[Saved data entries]
##########

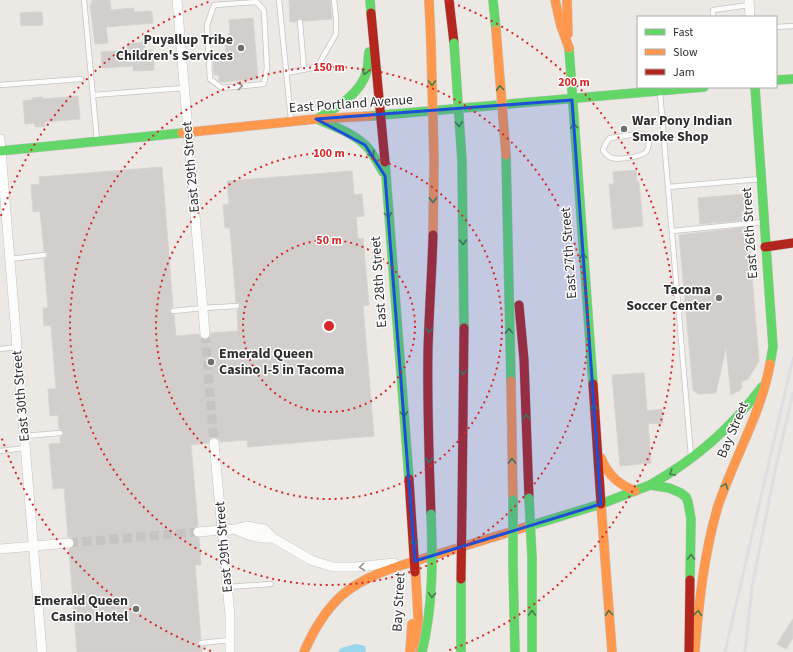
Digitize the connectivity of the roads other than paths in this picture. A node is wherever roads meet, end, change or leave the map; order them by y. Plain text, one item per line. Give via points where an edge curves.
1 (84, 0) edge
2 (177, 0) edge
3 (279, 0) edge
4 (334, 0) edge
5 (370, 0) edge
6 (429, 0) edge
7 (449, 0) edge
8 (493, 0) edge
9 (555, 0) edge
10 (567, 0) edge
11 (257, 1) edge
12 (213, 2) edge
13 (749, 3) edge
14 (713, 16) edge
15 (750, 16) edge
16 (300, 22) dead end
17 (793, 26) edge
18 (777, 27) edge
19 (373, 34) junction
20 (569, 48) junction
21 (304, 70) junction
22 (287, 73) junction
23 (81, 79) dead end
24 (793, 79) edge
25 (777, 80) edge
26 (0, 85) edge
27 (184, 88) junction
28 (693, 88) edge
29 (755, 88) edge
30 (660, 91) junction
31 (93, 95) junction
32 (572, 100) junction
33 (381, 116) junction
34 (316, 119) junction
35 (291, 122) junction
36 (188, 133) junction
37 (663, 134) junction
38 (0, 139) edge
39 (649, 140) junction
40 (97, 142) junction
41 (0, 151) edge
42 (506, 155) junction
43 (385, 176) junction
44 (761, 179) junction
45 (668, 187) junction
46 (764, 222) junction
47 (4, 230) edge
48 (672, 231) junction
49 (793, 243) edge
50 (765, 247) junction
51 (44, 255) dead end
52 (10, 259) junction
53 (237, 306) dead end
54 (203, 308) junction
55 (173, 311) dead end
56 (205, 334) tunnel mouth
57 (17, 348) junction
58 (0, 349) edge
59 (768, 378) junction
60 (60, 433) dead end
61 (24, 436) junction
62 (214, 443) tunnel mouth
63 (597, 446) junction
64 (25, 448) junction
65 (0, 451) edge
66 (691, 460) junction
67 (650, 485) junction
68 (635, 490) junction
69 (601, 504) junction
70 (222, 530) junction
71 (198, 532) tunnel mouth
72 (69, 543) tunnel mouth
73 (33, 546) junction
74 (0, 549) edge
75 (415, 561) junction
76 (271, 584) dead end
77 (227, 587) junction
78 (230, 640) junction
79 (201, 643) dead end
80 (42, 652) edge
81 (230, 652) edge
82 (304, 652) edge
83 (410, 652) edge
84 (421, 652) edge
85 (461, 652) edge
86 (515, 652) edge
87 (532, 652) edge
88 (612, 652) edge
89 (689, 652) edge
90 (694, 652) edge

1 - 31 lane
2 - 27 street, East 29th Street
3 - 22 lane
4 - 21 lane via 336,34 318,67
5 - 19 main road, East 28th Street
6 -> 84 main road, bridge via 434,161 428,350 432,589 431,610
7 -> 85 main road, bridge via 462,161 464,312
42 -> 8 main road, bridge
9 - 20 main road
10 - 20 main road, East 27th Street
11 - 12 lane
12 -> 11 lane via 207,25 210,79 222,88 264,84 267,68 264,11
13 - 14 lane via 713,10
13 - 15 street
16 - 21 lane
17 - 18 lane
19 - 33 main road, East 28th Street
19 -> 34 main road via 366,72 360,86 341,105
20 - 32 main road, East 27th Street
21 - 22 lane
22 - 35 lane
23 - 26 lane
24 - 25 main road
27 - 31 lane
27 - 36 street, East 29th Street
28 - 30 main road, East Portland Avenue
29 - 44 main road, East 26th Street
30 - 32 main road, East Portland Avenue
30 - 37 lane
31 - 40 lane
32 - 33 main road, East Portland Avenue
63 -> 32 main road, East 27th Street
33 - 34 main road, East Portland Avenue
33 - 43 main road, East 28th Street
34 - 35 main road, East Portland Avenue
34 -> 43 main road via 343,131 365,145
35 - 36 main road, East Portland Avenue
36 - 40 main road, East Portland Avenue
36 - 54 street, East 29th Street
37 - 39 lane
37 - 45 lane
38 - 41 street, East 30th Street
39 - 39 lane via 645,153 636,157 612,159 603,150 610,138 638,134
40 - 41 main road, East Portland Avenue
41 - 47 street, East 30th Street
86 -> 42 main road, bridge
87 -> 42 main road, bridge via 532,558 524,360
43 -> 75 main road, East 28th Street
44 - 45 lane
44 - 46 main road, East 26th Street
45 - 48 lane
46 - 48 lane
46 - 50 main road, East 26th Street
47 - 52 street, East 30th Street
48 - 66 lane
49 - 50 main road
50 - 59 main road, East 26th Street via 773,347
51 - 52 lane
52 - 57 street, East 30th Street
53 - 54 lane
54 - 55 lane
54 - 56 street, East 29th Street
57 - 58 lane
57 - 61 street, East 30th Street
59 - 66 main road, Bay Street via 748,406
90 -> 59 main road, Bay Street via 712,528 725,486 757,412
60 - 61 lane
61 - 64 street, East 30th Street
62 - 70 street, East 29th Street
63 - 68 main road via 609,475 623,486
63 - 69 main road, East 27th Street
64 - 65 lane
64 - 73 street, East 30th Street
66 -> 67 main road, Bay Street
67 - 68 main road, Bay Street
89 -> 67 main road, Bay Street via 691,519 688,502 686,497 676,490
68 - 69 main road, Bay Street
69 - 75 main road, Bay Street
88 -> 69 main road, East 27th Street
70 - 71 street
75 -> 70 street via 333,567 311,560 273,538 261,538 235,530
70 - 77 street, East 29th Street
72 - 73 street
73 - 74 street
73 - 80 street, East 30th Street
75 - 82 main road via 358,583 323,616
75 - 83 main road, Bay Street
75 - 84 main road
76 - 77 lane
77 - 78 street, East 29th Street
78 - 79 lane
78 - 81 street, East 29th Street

##########

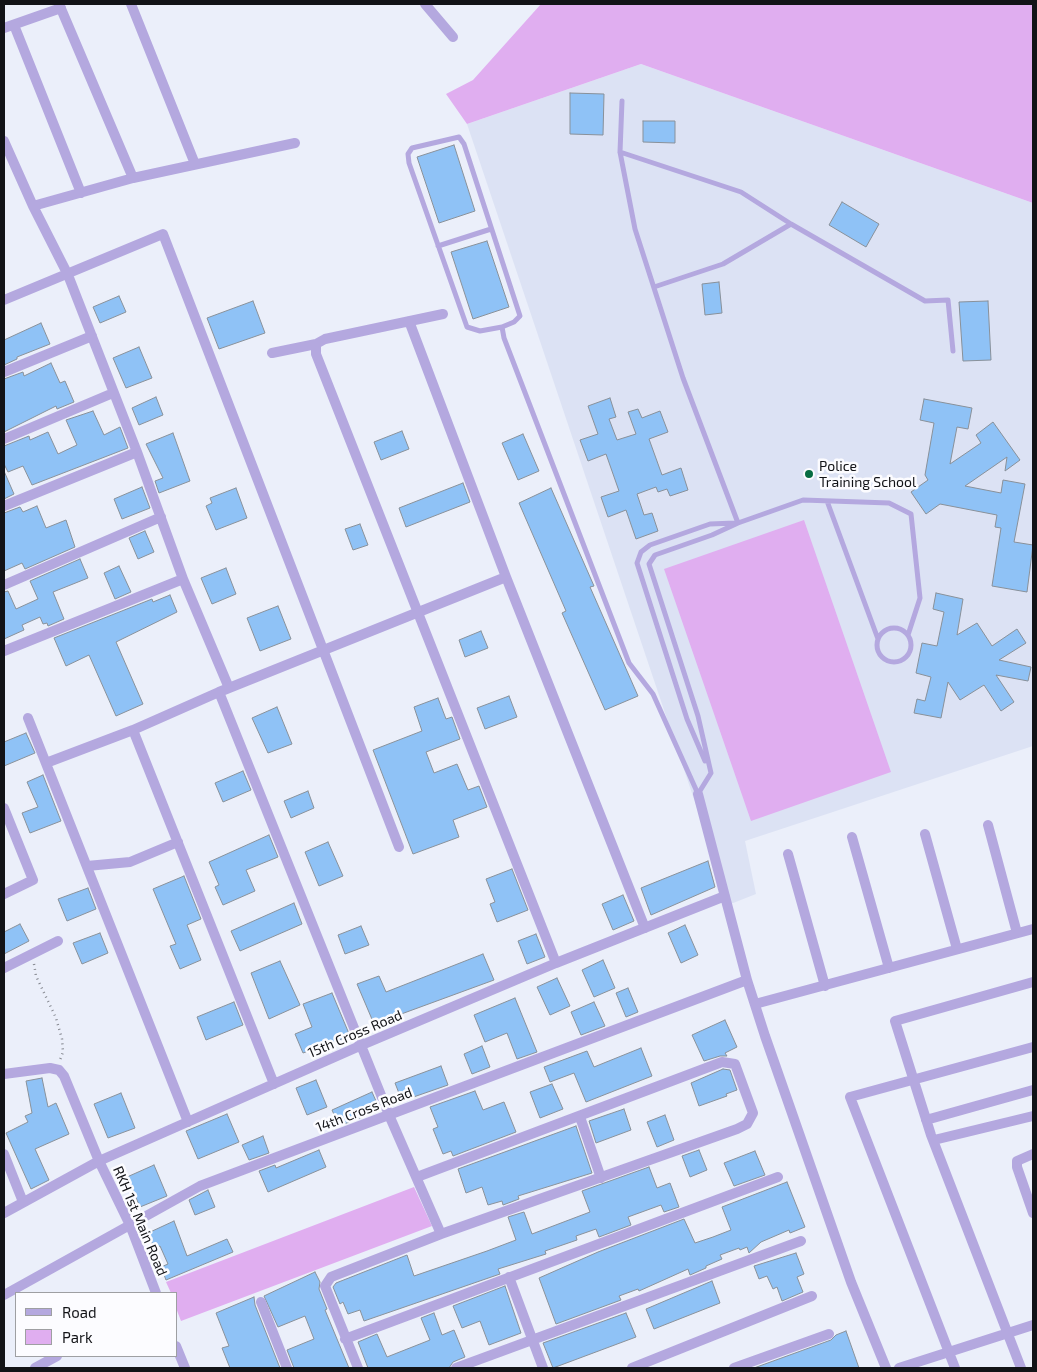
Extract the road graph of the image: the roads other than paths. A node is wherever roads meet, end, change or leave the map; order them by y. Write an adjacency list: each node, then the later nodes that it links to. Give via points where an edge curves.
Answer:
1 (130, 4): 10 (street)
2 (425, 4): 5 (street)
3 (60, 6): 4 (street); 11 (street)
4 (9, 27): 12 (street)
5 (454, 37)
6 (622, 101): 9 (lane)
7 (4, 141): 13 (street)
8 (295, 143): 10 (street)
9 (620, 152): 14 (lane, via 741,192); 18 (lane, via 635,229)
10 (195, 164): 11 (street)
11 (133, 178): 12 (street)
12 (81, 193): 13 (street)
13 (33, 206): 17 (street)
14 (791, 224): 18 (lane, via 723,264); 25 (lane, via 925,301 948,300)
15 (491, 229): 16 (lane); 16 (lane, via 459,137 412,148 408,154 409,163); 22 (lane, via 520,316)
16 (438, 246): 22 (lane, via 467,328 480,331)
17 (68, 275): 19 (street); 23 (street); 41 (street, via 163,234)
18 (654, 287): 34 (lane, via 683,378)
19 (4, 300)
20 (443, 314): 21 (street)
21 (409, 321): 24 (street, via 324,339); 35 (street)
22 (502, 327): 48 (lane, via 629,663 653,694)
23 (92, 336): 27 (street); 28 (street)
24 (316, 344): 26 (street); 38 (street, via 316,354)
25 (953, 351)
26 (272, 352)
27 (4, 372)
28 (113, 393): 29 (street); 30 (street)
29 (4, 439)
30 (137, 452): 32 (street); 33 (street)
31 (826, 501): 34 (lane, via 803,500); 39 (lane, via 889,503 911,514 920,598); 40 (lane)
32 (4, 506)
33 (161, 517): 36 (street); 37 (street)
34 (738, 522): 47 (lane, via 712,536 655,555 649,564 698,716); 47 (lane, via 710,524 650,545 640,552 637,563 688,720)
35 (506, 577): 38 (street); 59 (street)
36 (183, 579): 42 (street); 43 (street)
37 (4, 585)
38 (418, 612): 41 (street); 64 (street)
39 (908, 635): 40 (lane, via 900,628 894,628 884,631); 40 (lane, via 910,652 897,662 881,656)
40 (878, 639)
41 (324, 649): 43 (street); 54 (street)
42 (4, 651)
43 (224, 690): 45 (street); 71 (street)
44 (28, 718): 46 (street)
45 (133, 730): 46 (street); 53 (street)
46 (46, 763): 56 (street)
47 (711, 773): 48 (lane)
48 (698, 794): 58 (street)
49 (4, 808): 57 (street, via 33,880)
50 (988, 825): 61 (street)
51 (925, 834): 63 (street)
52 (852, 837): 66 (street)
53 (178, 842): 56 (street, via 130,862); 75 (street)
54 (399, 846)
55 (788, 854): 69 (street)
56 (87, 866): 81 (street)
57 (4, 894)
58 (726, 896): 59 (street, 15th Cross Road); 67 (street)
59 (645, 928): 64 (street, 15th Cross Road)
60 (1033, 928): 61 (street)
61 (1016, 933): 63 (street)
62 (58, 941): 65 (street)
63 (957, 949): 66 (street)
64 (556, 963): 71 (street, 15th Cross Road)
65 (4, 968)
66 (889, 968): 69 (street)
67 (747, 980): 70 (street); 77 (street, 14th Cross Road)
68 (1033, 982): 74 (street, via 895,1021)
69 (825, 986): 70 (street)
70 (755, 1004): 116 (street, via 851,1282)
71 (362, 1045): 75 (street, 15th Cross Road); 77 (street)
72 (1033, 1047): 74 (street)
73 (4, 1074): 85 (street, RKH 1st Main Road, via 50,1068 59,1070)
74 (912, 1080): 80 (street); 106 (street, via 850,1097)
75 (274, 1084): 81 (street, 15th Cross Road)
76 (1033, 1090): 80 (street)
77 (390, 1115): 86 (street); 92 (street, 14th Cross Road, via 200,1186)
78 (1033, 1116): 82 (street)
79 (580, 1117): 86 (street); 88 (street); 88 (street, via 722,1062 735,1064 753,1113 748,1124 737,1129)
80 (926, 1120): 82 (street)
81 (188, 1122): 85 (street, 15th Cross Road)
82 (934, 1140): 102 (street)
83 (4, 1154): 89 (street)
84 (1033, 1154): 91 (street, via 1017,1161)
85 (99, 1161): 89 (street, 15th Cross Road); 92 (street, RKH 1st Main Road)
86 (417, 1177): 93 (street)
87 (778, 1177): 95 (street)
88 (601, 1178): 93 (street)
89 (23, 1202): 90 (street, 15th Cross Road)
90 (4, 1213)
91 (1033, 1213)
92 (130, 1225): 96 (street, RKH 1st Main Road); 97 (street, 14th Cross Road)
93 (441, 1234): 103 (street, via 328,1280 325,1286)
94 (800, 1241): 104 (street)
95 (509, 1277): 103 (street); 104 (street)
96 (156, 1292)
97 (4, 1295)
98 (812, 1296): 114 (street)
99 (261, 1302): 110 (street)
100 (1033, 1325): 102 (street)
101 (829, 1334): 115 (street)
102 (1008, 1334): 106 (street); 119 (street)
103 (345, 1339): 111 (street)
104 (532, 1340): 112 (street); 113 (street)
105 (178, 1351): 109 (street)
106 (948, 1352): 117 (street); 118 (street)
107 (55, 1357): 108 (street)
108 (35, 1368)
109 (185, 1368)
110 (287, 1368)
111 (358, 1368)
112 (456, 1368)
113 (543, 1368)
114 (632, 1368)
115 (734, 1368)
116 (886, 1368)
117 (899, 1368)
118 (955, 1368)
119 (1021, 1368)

##########

**What is being asked:**
What is needed is a count of the lines in the data that contain the word "change"; please give it and no other words.

**Written reply:**
2